Local communities across North Carolina can now apply for UNC-Chapel Hill's new suicide prevention program. It's the university's latest effort to decrease suicide rates, which the Centers for Disease Control and Prevention say have increased since the pandemic.
The statewide program is a partnership between the UNC Suicide Prevention Institute and Carolina Across 100 — an initiative to work with all 100 counties to fix pandemic-related problems.
By collaborating with local entities like school systems, nonprofits and healthcare providers, the program aims to identify the specific needs of communities to design suitable suicide-prevention strategies and increase mental health resources.
UNC professor Anita Brown-Graham leads the program.
"The social isolation that occurred during the pandemic — the unbelievable human stress that we all found ourselves under — probably all contributed to mental stressors that have led to suicide," she said.
Brown-Graham said it is important to acknowledge the community impact suicides can have — something she said particularly resonates after several suicides at North Carolina State University during the academic school year.
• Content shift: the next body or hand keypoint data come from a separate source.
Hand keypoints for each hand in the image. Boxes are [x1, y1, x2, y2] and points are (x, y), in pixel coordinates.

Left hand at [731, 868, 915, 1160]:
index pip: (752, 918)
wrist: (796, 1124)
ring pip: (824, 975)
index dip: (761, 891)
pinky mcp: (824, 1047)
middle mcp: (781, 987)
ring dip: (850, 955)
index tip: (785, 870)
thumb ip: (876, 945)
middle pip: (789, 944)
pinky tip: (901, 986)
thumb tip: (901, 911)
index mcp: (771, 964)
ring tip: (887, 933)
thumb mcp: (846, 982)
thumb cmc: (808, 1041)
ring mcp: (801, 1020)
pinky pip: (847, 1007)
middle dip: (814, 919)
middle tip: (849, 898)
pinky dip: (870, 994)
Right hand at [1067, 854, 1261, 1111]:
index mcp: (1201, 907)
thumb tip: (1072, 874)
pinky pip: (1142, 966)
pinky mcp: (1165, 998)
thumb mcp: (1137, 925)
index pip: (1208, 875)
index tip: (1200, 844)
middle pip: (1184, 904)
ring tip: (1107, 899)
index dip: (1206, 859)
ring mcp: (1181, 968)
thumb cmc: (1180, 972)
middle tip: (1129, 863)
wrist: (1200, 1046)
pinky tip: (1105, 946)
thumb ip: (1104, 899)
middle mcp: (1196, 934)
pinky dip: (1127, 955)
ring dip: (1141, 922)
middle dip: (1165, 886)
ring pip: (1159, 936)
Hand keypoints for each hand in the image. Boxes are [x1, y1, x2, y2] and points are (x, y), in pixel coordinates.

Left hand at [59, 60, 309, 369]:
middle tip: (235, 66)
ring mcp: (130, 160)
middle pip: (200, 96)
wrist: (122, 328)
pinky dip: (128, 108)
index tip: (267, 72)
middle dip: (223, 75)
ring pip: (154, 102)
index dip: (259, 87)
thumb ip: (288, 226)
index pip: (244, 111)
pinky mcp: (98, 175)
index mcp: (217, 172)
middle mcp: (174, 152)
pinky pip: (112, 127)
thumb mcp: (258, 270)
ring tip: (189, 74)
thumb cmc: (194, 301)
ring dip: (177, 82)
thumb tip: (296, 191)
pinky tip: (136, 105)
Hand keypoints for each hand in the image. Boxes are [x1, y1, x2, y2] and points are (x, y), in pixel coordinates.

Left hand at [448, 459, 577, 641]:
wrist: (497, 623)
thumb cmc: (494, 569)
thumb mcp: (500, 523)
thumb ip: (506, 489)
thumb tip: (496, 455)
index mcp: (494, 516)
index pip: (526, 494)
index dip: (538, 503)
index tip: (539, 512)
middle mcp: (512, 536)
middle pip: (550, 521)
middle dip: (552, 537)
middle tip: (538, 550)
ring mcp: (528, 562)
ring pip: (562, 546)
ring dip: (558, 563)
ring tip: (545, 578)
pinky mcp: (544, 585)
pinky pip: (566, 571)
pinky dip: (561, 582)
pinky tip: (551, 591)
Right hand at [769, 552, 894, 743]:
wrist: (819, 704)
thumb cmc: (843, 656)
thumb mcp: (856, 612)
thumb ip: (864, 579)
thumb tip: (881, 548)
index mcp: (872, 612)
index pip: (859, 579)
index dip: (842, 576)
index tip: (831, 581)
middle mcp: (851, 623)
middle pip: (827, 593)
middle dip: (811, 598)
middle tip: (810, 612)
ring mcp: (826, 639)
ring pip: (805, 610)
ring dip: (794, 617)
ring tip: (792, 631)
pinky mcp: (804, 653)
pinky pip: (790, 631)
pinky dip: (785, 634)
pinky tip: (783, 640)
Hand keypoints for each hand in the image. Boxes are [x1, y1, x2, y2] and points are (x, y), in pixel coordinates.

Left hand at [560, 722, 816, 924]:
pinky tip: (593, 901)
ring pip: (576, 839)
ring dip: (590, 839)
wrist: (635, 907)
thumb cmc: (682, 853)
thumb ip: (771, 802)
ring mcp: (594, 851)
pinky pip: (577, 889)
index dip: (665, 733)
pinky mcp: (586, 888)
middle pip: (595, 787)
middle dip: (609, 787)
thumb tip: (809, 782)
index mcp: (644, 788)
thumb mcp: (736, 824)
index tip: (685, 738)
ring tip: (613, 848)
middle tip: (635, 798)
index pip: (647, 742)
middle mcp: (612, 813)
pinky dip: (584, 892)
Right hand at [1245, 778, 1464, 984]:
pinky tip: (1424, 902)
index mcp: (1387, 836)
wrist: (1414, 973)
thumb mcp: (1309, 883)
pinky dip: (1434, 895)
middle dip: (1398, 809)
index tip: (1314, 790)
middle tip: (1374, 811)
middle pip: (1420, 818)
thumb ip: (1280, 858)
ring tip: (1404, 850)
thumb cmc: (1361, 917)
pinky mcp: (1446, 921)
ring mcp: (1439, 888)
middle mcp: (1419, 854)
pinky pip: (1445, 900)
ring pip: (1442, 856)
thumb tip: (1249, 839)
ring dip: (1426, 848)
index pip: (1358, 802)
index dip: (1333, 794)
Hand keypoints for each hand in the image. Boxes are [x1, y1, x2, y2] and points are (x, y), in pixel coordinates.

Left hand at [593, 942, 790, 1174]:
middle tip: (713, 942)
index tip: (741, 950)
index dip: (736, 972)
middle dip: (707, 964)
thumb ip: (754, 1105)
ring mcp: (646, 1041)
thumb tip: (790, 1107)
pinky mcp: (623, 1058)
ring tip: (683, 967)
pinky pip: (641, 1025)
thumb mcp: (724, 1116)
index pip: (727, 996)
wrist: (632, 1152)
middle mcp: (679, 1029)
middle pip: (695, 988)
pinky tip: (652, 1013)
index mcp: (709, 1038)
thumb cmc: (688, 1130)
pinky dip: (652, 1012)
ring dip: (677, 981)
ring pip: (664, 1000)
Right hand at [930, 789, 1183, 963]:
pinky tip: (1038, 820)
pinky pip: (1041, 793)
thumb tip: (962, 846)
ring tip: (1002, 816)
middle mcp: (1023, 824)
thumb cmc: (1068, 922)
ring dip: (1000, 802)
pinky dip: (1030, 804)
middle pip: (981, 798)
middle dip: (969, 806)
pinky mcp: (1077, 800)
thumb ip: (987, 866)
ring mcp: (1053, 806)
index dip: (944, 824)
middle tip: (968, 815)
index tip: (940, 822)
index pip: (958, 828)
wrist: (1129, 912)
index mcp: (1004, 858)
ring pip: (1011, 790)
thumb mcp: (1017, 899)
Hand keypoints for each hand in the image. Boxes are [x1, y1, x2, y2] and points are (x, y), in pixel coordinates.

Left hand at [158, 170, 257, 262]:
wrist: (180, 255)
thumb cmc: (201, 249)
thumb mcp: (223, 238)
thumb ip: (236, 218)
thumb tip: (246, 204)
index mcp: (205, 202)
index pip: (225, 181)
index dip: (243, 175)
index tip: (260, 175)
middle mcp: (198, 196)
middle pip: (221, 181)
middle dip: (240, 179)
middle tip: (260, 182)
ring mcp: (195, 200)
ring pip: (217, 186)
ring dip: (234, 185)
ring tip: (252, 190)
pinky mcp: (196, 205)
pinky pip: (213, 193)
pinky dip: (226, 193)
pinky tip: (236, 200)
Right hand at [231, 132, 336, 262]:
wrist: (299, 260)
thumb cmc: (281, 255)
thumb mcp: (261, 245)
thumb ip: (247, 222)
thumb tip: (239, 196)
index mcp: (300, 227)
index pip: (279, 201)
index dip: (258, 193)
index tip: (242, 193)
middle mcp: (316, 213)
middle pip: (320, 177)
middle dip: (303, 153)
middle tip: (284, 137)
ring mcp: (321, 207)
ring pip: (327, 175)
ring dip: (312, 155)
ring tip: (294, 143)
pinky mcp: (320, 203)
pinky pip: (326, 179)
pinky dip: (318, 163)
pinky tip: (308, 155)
"We aren't necessarily responding to those," she said, "But those heart-wrenching events on our own campus make us that much more sensitive to what it must feel like to high schools and elderly communities and families across North Carolina who are dealing with this."
Brown-Graham said the program will work with 10 to 12 communities. Applications are now open at UNC's Carolina Across 100 website. The deadline to apply is July 28.